Faced with incessant inflation on the back of global turbulence, analysts expect a sufficient hike – around 100 to 200 basis points – in the policy rate in order to restore the credibility of monetary policy and rein in inflation expectations.
This particular hike remains critical, since at the current levels the policy rate, which is below inflation, stood at 15.7 percent in February 2022 – undermining investor confidence in the inflation outlook.
The Monetary Policy Committee (MPC) of the Bank of Ghana last week shifted its regular meetings ahead of schedule – a clear indication of urgency to address recent economic challenges.
Sharing his expectations, Senior Analyst with Databank, Courage Kingsley Martey, mentioned in an interview with B&FT the need to increase the policy rate enough to bolster investor confidence in the inflation outlook.
“At the current level, you will notice that all the COVID-induced measures are still in force. So, we expect a significant rollback of these measures – including a hike in the policy rate to restore the credibility of the policy framework, restore a positive real return on investment, and revive investor confidence,” he said.
Pre-COVID, the policy rate was 16 percent. But with inflation at 15.7 percent, the current COVID-induced policy rate of 14.5 percent appears inconsistent with the core objective of price stability.
Addressing the cedi depreciation, Mr. Martey said: “The policy rate hike will also be important to provide a much-needed respite to the Ghana cedi – which has been on a downward spiral in recent months, with supply-side support doing little to moderate the depreciation”.
The market is of the view that the elevated crude oil prices – exacerbated by the Russia-Ukraine crisis and its effects on ex-pump petroleum prices and transport fares – are yet to be fully reflected in the inflation basket. Likewise, the recent shortage of fertiliser and increased costs in the global markets could also adversely impact food yields – leading to higher prices on food items.
Furthermore, sharp depreciation of the local currency coupled with the reduction of benchmark values are deemed to have a negative impact on the price of imported items.

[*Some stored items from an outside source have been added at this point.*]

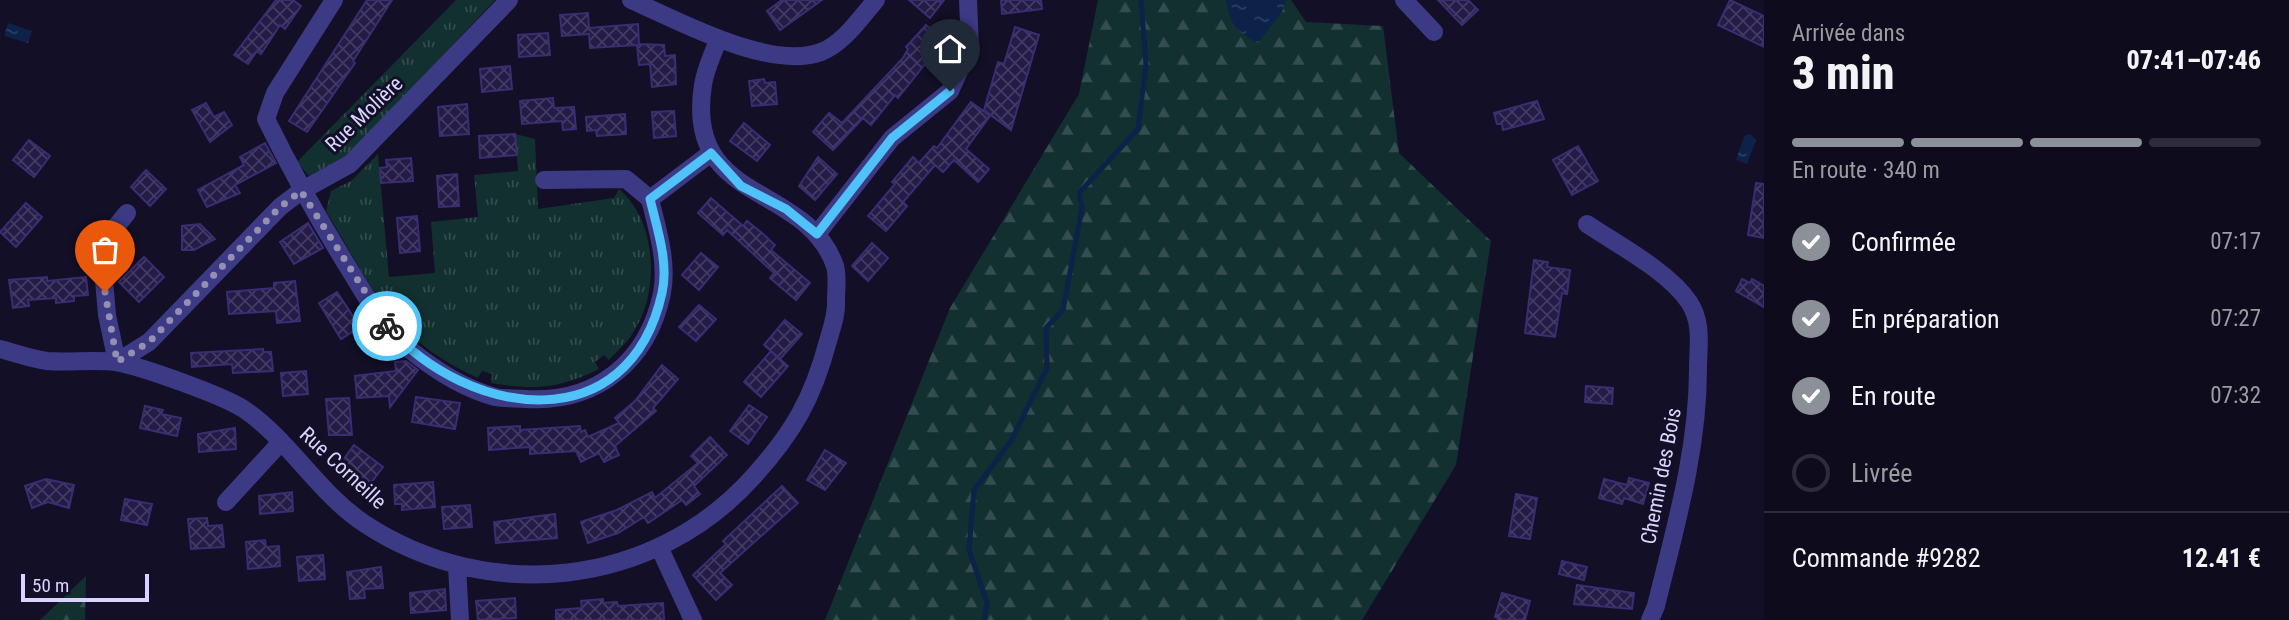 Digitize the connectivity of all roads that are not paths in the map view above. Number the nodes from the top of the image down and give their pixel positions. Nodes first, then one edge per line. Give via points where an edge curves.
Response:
1 (334, 0) edge
2 (509, 0) edge
3 (631, 0) edge
4 (876, 0) edge
5 (968, 0) edge
6 (1404, 0) edge
7 (1434, 32) dead end
8 (719, 40) junction
9 (711, 153) junction
10 (544, 180) dead end
11 (301, 191) junction
12 (650, 199) junction
13 (127, 213) dead end
14 (1587, 224) dead end
15 (817, 234) junction
16 (0, 349) edge
17 (117, 362) junction
18 (281, 442) junction
19 (226, 502) dead end
20 (660, 549) junction
21 (457, 566) junction
22 (460, 620) edge
23 (693, 620) edge
24 (1650, 620) edge

1 - 11 street via 275,93 266,119
2 - 11 street, Rue Molière via 350,164
3 - 8 street
4 - 8 street via 823,52 791,59
5 - 15 street via 970,47 950,91 892,138
6 - 7 street
8 - 9 street, Rue Corneille via 703,84 702,127
9 - 12 street
9 - 15 street, Rue Corneille via 741,186 786,209
10 - 12 street via 626,179
11 - 12 street via 377,314 406,347 457,382 496,397 548,400 587,392 626,367 648,336 663,291 662,247
11 - 17 street, Rue Molière via 149,342
13 - 17 street via 101,245 107,316
14 - 24 street, Chemin des Bois via 1679,289 1697,318 1699,400 1691,465
15 - 20 street, Rue Corneille via 835,268 837,309 816,386 785,443 745,486 696,527
16 - 17 street via 46,361
17 - 18 street, Rue Corneille via 244,409
18 - 19 street
18 - 21 street, Rue Corneille via 363,523
20 - 21 street, Rue Corneille via 601,569 533,575
20 - 23 street
21 - 22 street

The Ghana cedi has suffered a composite decline in value against the three major trading currencies on the interbank FX market. Data from the BoG website indicates that as of Thursday, Mar 10, 2022, the cedi had a YTD performance of -16.9 percent, -12.8 percent, -13.3 percent against the US$, GB£, and euro respectively.
These developments Apakan Securities Ltd. perceives as major risks to inflation in the short-term.
“On the back of recent developments, I think a policy rate hike is inevitable. A hike of 100-150bps wouldn’t be shocking from my point of view,” Edem Nick Kporku, Senior Analyst with Apakan Securities Ltd., said in an interview with B&FT.
The current policy rate at 14.5 percent means the short-term borrowing rate – 91-Treasury bill at 12.8 percent – is well below inflation, which is not economically viable.
“Lending rates cannot be lower than inflation. I therefore presume that the MPC cannot wait till the afore-scheduled date to meet and address the problem. Due to the inflation and policy rate mismatch, I suppose the MPC has to assess the risk exposure to the economy, spurred by recent developments, very quickly,” said analyst with FINCAP Securities, John Nani.
On the money market, yields averagely rose by 23bps across 91-to-364-day bills during Feb-2022 on the back of heightened inflation. “Given the high inflation record, we expect investors to further re-evaluate their yield expectations upward,” he noted. “I do not envisage Ghana’s inflation figures being any lower in the near-term. Therefore, I anticipate that the meeting will result in the MPC hiking the policy rate north of 16 percent.”